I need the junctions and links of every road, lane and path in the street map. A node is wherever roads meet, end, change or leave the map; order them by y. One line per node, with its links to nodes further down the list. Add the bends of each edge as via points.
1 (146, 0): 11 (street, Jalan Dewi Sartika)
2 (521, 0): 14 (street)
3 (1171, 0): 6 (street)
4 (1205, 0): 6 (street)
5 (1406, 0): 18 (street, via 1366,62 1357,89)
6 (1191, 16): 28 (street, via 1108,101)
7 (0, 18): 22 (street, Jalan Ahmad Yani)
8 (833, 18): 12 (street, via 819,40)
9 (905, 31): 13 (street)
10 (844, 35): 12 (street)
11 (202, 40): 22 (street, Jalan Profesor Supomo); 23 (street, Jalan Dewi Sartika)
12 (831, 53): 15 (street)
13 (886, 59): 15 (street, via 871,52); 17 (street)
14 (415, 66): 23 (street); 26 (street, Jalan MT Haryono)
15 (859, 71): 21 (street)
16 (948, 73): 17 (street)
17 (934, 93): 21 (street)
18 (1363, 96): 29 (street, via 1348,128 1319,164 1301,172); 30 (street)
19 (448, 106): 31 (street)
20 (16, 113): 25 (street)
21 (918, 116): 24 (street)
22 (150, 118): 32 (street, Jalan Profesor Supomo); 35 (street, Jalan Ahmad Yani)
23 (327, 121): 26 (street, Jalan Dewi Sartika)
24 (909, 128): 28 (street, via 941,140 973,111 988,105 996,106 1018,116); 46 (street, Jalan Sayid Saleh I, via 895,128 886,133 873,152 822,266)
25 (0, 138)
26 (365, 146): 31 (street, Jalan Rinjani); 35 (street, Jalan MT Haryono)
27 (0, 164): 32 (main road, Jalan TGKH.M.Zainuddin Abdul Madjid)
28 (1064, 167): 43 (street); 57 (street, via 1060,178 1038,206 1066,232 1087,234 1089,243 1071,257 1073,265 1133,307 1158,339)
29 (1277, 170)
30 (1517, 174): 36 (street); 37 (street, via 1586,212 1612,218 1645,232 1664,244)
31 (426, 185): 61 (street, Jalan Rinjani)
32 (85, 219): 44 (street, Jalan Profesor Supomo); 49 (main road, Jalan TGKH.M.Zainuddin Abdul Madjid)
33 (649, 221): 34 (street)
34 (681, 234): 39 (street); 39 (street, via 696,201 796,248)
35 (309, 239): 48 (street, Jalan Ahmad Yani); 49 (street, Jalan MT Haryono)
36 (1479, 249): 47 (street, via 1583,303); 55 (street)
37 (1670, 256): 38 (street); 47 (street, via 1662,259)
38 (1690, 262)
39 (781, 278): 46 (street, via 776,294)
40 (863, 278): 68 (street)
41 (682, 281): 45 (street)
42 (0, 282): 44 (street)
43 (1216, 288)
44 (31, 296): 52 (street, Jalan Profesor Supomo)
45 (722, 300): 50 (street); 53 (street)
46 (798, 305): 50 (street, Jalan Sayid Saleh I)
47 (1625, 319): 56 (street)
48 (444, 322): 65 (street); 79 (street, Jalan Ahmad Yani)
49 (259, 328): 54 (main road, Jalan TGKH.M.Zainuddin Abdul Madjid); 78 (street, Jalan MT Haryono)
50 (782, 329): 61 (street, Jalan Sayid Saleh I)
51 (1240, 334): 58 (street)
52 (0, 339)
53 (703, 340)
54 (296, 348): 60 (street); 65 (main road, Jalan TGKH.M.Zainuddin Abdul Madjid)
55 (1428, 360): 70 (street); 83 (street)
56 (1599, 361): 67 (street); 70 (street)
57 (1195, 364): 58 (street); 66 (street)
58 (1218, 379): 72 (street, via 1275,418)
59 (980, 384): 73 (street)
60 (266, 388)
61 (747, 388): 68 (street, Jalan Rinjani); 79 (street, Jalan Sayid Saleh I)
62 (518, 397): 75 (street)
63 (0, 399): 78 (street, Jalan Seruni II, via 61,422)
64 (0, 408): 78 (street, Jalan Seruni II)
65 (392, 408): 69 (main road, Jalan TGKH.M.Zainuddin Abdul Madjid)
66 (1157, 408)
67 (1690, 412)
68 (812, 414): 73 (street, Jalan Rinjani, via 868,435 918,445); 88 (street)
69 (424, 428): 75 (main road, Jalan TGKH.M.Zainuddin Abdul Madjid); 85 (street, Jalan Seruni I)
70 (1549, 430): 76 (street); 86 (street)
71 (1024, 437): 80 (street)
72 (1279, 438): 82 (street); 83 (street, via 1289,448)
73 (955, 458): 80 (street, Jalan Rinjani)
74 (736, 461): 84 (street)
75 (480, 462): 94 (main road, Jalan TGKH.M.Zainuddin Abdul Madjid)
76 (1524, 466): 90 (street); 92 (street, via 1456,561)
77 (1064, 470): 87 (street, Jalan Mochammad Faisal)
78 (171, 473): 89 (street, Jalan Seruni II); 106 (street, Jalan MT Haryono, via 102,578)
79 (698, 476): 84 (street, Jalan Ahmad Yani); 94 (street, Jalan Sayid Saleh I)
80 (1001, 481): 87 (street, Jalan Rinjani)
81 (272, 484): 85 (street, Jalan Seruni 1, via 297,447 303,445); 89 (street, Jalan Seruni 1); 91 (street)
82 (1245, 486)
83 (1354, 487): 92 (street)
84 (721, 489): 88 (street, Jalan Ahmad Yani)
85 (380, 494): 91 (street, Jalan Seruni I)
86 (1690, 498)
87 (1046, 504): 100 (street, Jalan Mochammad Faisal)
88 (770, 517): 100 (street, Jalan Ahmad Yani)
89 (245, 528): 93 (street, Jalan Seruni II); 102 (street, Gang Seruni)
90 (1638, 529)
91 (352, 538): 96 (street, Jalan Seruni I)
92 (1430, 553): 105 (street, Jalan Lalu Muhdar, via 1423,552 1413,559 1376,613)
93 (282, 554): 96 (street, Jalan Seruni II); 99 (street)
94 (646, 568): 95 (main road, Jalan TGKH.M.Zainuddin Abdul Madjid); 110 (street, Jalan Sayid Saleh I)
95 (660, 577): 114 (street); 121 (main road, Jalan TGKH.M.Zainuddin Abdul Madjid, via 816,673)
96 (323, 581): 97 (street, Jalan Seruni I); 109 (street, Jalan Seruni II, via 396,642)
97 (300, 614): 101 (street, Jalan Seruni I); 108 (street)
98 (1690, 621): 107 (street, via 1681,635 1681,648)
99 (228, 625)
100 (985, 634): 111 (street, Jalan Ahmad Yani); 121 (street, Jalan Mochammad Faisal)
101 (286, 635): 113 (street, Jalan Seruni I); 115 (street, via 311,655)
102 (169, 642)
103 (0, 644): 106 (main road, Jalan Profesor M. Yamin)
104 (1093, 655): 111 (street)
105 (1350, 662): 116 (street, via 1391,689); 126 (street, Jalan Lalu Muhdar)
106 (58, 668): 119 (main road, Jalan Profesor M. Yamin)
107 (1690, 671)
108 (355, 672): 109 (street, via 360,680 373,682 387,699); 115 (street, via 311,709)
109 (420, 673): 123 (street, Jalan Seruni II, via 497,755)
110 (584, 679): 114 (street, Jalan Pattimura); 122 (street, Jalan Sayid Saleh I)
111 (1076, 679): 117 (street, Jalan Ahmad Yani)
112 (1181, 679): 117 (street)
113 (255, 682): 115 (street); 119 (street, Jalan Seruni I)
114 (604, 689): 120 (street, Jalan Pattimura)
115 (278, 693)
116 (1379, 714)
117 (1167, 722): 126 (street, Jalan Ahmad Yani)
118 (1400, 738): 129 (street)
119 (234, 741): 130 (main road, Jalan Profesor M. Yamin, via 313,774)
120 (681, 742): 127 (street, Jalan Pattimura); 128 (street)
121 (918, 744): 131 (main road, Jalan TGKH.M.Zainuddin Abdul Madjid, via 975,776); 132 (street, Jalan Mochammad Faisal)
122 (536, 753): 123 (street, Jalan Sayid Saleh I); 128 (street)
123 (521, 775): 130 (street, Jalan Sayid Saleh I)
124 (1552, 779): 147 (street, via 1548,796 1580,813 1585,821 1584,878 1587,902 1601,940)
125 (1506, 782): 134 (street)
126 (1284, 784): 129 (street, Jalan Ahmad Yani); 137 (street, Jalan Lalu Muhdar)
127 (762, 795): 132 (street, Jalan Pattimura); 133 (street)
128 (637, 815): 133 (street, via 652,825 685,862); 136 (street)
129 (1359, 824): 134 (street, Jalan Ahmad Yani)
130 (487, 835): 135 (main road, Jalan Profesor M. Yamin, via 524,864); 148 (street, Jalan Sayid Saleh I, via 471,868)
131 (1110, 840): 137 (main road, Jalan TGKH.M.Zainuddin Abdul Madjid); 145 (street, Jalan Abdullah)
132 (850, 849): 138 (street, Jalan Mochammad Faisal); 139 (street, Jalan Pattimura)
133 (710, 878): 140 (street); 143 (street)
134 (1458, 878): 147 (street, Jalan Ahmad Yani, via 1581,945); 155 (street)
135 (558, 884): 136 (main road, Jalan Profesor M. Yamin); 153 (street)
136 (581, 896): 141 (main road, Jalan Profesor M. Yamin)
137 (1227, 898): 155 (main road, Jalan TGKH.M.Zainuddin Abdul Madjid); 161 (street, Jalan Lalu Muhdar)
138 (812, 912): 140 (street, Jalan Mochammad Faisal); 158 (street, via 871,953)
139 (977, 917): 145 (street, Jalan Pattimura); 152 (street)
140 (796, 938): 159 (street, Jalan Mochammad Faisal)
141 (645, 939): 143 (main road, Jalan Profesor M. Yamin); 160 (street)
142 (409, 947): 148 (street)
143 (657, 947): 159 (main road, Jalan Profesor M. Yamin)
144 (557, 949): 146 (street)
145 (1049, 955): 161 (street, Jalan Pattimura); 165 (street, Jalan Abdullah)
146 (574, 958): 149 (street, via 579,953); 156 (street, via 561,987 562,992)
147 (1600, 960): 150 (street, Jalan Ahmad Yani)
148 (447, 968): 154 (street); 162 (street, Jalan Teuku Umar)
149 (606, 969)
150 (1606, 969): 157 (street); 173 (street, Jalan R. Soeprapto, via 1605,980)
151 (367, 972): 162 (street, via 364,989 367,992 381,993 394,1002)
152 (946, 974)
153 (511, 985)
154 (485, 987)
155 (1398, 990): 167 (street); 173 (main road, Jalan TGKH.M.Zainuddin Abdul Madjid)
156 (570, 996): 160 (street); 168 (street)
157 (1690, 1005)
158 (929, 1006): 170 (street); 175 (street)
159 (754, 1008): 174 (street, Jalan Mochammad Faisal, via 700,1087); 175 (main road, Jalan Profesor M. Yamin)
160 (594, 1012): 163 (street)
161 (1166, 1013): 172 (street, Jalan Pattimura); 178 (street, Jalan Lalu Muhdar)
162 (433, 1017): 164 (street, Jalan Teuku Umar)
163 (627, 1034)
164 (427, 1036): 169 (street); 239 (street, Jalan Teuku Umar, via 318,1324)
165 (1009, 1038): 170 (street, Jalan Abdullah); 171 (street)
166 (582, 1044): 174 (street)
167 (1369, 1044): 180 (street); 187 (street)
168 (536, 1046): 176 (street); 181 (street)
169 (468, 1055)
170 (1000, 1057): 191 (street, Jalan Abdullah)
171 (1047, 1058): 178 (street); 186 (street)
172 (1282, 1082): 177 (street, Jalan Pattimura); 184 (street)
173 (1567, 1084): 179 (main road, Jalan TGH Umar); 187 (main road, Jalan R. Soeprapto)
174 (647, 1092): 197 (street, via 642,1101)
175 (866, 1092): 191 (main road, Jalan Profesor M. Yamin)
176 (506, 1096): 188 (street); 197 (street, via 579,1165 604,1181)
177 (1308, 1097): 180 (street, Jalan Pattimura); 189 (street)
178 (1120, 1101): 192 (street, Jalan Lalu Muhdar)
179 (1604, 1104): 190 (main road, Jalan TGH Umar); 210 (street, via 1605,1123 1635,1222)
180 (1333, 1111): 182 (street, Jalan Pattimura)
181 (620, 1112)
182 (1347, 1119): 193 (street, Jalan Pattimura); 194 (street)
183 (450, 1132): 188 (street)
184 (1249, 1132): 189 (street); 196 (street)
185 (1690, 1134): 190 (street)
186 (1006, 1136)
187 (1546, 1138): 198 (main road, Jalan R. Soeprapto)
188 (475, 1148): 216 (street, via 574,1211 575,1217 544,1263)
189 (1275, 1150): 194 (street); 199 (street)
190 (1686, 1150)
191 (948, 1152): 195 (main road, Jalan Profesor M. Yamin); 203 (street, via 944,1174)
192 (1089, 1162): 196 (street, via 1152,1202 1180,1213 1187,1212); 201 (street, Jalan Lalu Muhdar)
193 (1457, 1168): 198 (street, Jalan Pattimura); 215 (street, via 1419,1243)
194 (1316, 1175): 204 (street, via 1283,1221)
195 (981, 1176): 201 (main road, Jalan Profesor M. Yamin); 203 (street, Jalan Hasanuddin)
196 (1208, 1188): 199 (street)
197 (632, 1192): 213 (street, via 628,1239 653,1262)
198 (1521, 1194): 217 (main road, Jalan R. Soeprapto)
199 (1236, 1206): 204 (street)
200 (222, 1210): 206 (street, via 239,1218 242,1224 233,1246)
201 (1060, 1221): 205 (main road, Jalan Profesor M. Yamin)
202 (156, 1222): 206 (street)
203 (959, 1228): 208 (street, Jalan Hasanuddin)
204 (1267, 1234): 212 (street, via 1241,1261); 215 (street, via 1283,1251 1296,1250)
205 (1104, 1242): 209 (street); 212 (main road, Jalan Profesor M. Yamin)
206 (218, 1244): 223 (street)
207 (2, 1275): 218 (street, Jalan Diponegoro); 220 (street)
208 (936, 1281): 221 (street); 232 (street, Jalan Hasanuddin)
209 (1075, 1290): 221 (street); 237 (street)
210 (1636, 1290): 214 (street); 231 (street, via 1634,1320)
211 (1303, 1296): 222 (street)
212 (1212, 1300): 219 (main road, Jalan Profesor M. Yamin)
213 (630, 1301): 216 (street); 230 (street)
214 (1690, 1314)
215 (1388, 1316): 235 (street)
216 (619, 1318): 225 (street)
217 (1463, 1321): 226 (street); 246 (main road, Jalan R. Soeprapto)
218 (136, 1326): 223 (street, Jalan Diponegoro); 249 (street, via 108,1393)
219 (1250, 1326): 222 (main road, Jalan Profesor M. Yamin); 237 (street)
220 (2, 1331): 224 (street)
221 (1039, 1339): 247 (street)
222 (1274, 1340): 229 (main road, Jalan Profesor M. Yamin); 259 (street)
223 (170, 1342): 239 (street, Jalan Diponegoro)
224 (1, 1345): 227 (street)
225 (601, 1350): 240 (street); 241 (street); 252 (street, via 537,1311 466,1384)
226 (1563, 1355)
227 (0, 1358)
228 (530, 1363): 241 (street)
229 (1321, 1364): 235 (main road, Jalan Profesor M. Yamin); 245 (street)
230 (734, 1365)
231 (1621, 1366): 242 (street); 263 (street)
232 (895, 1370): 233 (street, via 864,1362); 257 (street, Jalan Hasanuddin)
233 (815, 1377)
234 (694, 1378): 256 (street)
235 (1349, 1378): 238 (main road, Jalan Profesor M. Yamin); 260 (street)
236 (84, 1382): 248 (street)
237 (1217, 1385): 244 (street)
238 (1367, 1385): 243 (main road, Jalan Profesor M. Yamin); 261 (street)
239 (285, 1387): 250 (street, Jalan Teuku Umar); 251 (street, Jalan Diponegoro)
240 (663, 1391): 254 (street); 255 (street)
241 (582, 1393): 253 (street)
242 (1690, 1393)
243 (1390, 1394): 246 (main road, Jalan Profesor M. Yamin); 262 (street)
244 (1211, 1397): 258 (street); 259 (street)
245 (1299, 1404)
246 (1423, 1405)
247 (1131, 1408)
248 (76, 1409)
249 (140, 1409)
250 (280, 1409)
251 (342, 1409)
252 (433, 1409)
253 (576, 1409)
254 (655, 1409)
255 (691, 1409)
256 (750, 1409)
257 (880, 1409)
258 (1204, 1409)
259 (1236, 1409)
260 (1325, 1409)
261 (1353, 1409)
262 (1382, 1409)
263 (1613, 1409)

## Exercise instructions
What lines above contain the string "Hasanuddin"? Copy all of them.

## Answer space
195 (981, 1176): 201 (main road, Jalan Profesor M. Yamin); 203 (street, Jalan Hasanuddin)
203 (959, 1228): 208 (street, Jalan Hasanuddin)
208 (936, 1281): 221 (street); 232 (street, Jalan Hasanuddin)
232 (895, 1370): 233 (street, via 864,1362); 257 (street, Jalan Hasanuddin)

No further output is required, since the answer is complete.